Desloratadine

Identification

Summary

Desloratadine is a second generation tricyclic antihistamine used to treat seasonal and non seasonal allergic rhinitis, pruritus, and urticaria.

Brand Names
Aerius, Clarinex, Clarinex-D, Neoclarityn
Generic Name
Desloratadine
DrugBank Accession Number
DB00967
Background

Desloratadine is a second generation, tricyclic antihistamine that which has a selective and peripheral H1-antagonist action. It is the active descarboethoxy metabolite of loratidine (a second generation histamine).

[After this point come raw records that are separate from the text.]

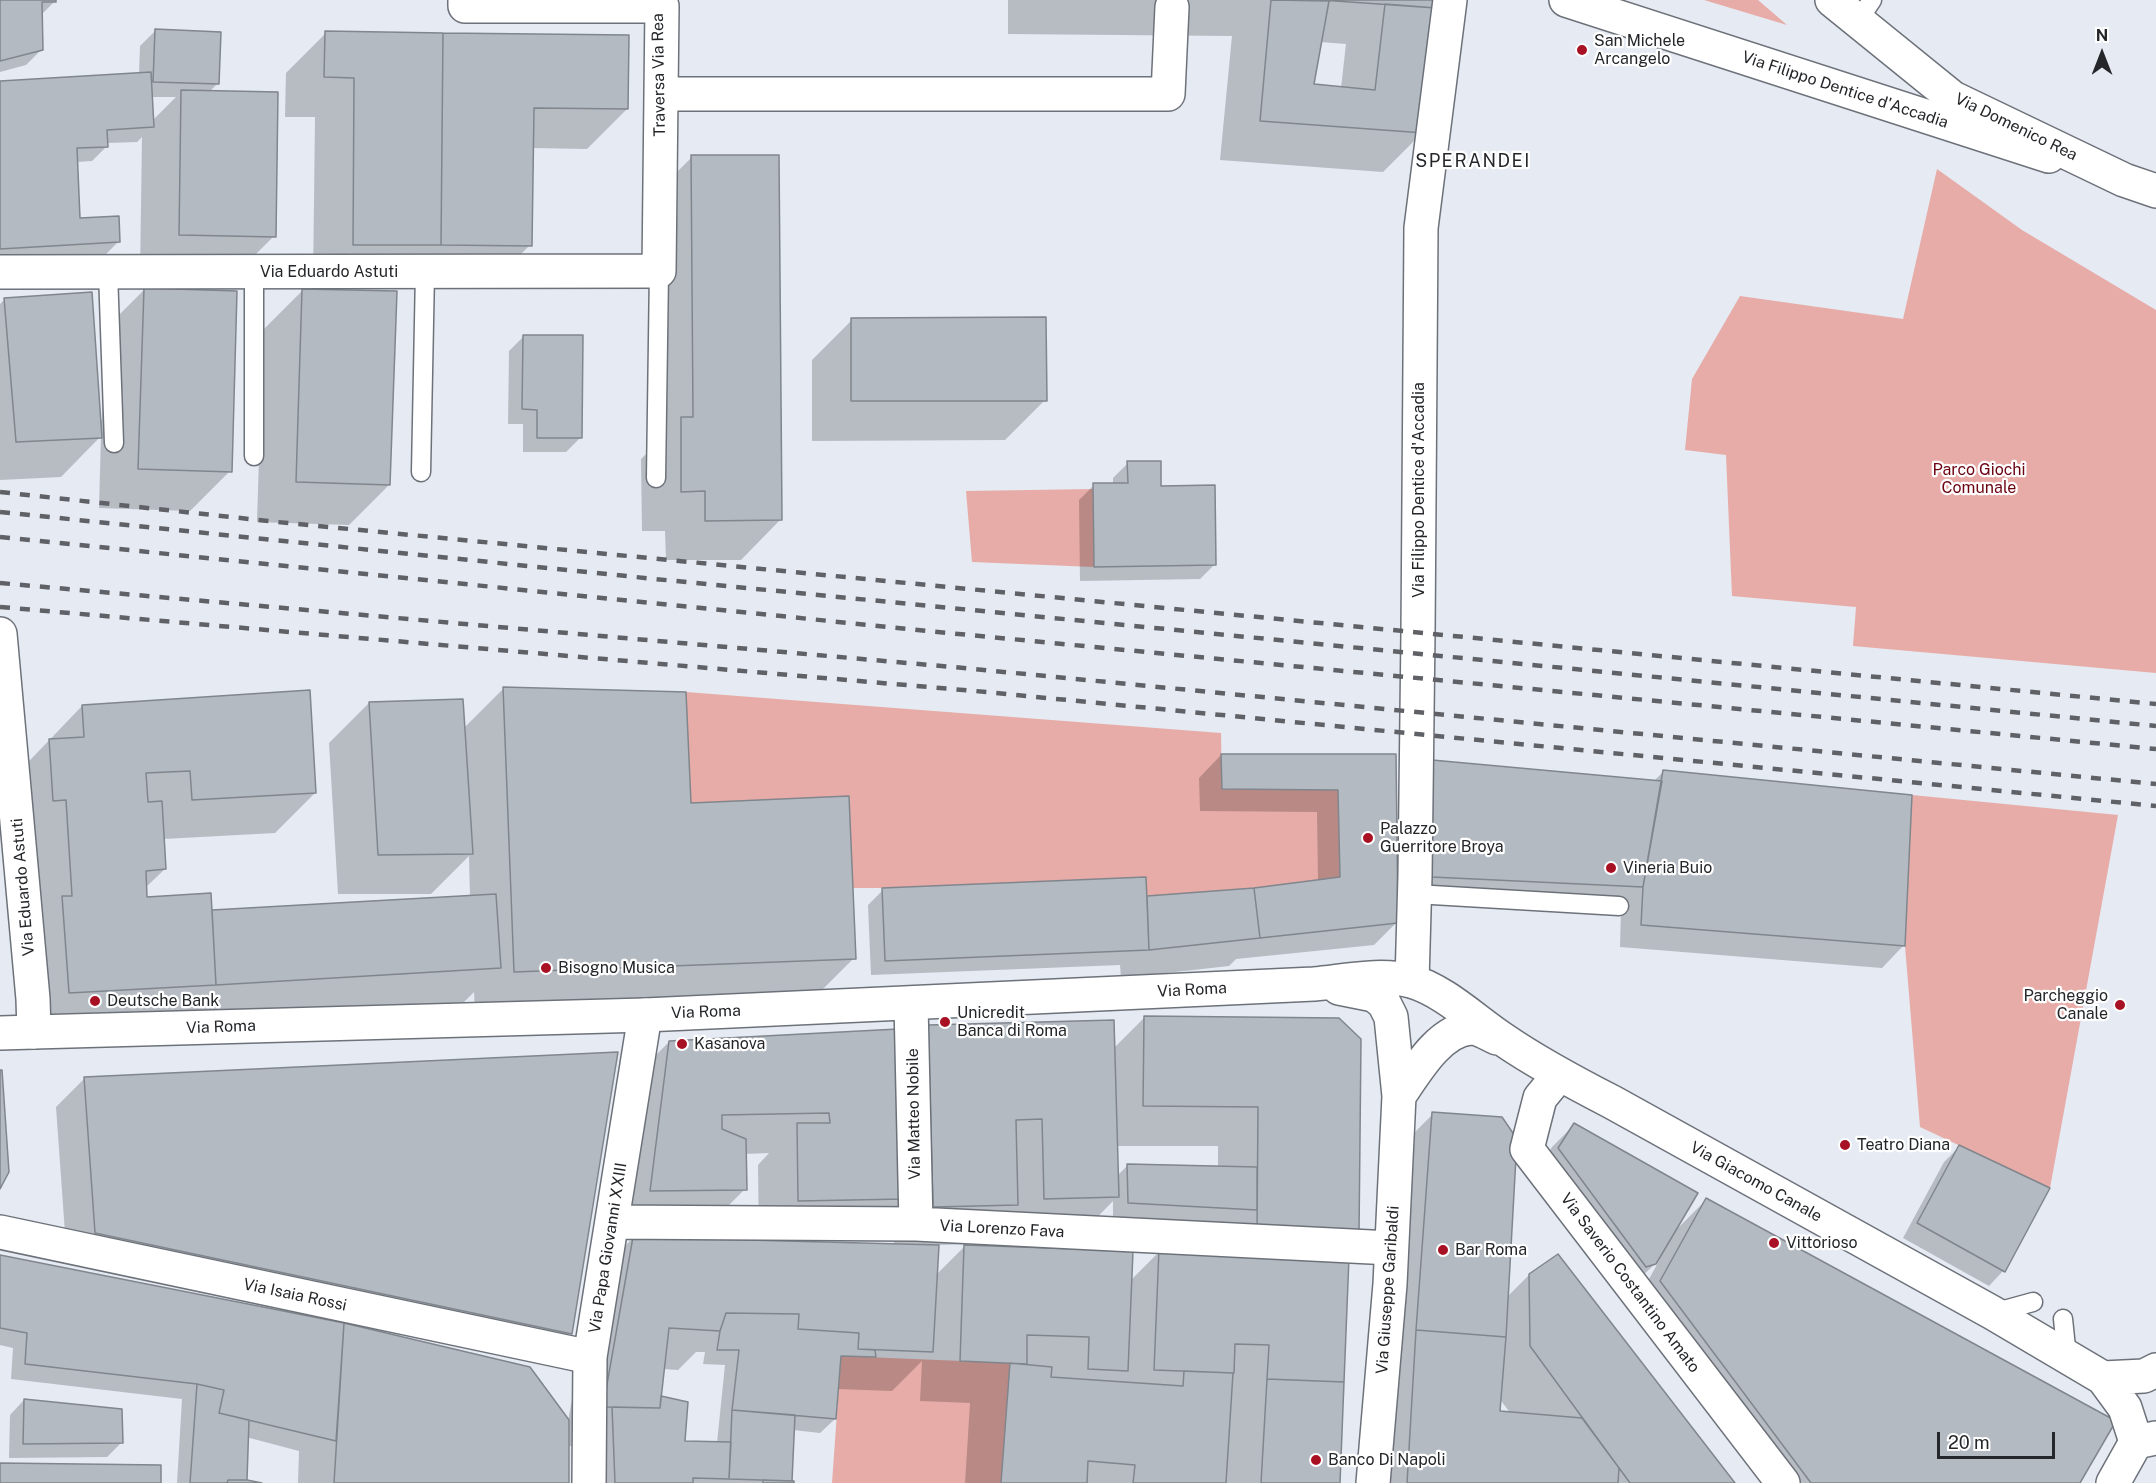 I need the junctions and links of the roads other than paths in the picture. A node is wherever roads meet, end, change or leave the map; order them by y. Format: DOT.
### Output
graph roads {
  1 [pos="465,0"];
  2 [pos="1450,0"];
  3 [pos="1566,0"];
  4 [pos="1832,0"];
  5 [pos="1172,7"];
  6 [pos="1865,10"];
  7 [pos="661,94"];
  8 [pos="2124,180"];
  9 [pos="2156,190"];
  10 [pos="659,271"];
  11 [pos="0,272"];
  12 [pos="108,272"];
  13 [pos="255,272"];
  14 [pos="425,272"];
  15 [pos="114,443"];
  16 [pos="255,456"];
  17 [pos="421,472"];
  18 [pos="656,478"];
  19 [pos="0,634"];
  20 [pos="1415,894"];
  21 [pos="1619,906"];
  22 [pos="1412,981"];
  23 [pos="1314,984"];
  24 [pos="911,1004"];
  25 [pos="645,1015"];
  26 [pos="34,1032"];
  27 [pos="0,1033"];
  28 [pos="1505,1041"];
  29 [pos="1559,1075"];
  30 [pos="1399,1096"];
  31 [pos="612,1222"];
  32 [pos="916,1224"];
  33 [pos="0,1232"];
  34 [pos="1391,1248"];
  35 [pos="2033,1302"];
  36 [pos="1993,1313"];
  37 [pos="2062,1319"];
  38 [pos="2067,1357"];
  39 [pos="590,1358"];
  40 [pos="2156,1370"];
  41 [pos="2103,1378"];
  42 [pos="2146,1440"];
  43 [pos="589,1483"];
  44 [pos="1373,1483"];
  45 [pos="1783,1483"];
  46 [pos="2113,1483"];
  1 -- 7 [label="street, Traversa Via Rea"];
  2 -- 20 [label="street, Via Filippo Dentice d'Accadia"];
  3 -- 8 [label="street, Via Filippo Dentice d'Accadia"];
  4 -- 6 [label="street, Via Domenico Rea"];
  5 -- 7 [label="street"];
  6 -- 8 [label="street, Via Domenico Rea"];
  7 -- 10 [label="street, Traversa Via Rea"];
  8 -- 9 [label="street, Via Domenico Rea"];
  10 -- 14 [label="street, Via Eduardo Astuti"];
  10 -- 18 [label="lane"];
  11 -- 12 [label="street, Via Eduardo Astuti"];
  12 -- 13 [label="street, Via Eduardo Astuti"];
  12 -- 15 [label="lane"];
  13 -- 14 [label="street, Via Eduardo Astuti"];
  13 -- 16 [label="lane"];
  14 -- 17 [label="lane"];
  19 -- 26 [label="street, Via Eduardo Astuti"];
  20 -- 21 [label="lane"];
  20 -- 22 [label="street, Via Filippo Dentice d'Accadia"];
  22 -- 23 [label="street, Via Roma"];
  22 -- 28 [label="street, Via Giacomo Canale"];
  23 -- 24 [label="street, Via Roma"];
  23 -- 30 [label="street, Via Giuseppe Garibaldi"];
  24 -- 25 [label="street, Via Roma"];
  24 -- 32 [label="street, Via Matteo Nobile"];
  25 -- 26 [label="street, Via Roma"];
  25 -- 31 [label="street, Via Papa Giovanni XXIII"];
  26 -- 27 [label="street, Via Roma"];
  28 -- 29 [label="street, Via Giacomo Canale"];
  28 -- 30 [label="street"];
  29 -- 36 [label="street, Via Giacomo Canale"];
  29 -- 45 [label="street, Via Saverio Costantino Amato"];
  30 -- 34 [label="street, Via Giuseppe Garibaldi"];
  31 -- 32 [label="street, Via Lorenzo Fava"];
  31 -- 39 [label="street, Via Papa Giovanni XXIII"];
  32 -- 34 [label="street, Via Lorenzo Fava"];
  33 -- 39 [label="street, Via Isaia Rossi"];
  34 -- 44 [label="street, Via Giuseppe Garibaldi"];
  35 -- 36 [label="lane"];
  36 -- 38 [label="street, Via Giacomo Canale"];
  37 -- 38 [label="lane"];
  38 -- 41 [label="street, Via Giacomo Canale"];
  39 -- 43 [label="street, Via Papa Giovanni XXIII"];
  40 -- 41 [label="street"];
  41 -- 42 [label="street, Via Giacomo Canale"];
  42 -- 46 [label="street"];
}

Desloratidine has a long-lasting effect and does not cause drowsiness because it does not readily enter the central nervous system.

Type
Small Molecule
Groups
Approved, Investigational
Structure
Weight
Average: 310.821
Monoisotopic: 310.123676325
Chemical Formula
C19H19ClN2
Synonyms
  • 8-Chloro-11-piperidin-4-ylidene-6,11-dihydro-5H-benzo[5,6]cyclohepta[1,2-b]pyridine
  • 8-chloro-6,11-dihydro-11-(4-piperidinylidene)-5H-benzo(5,6)cyclohepta(1,2-b)pyridine
  • Descarboethoxyloratadine
  • Desloratadina
  • Desloratadine
External IDs
  • SCH 34117
  • SCH-34117

Pharmacology

Indication

For the relief of symptoms of seasonal allergic rhinitis, perennial (non-seasonal) allergic rhinitis. Desloratidine is also used for the sympomatic treatment of pruritus and urticaria (hives) associated with chronic idiopathic urticaria.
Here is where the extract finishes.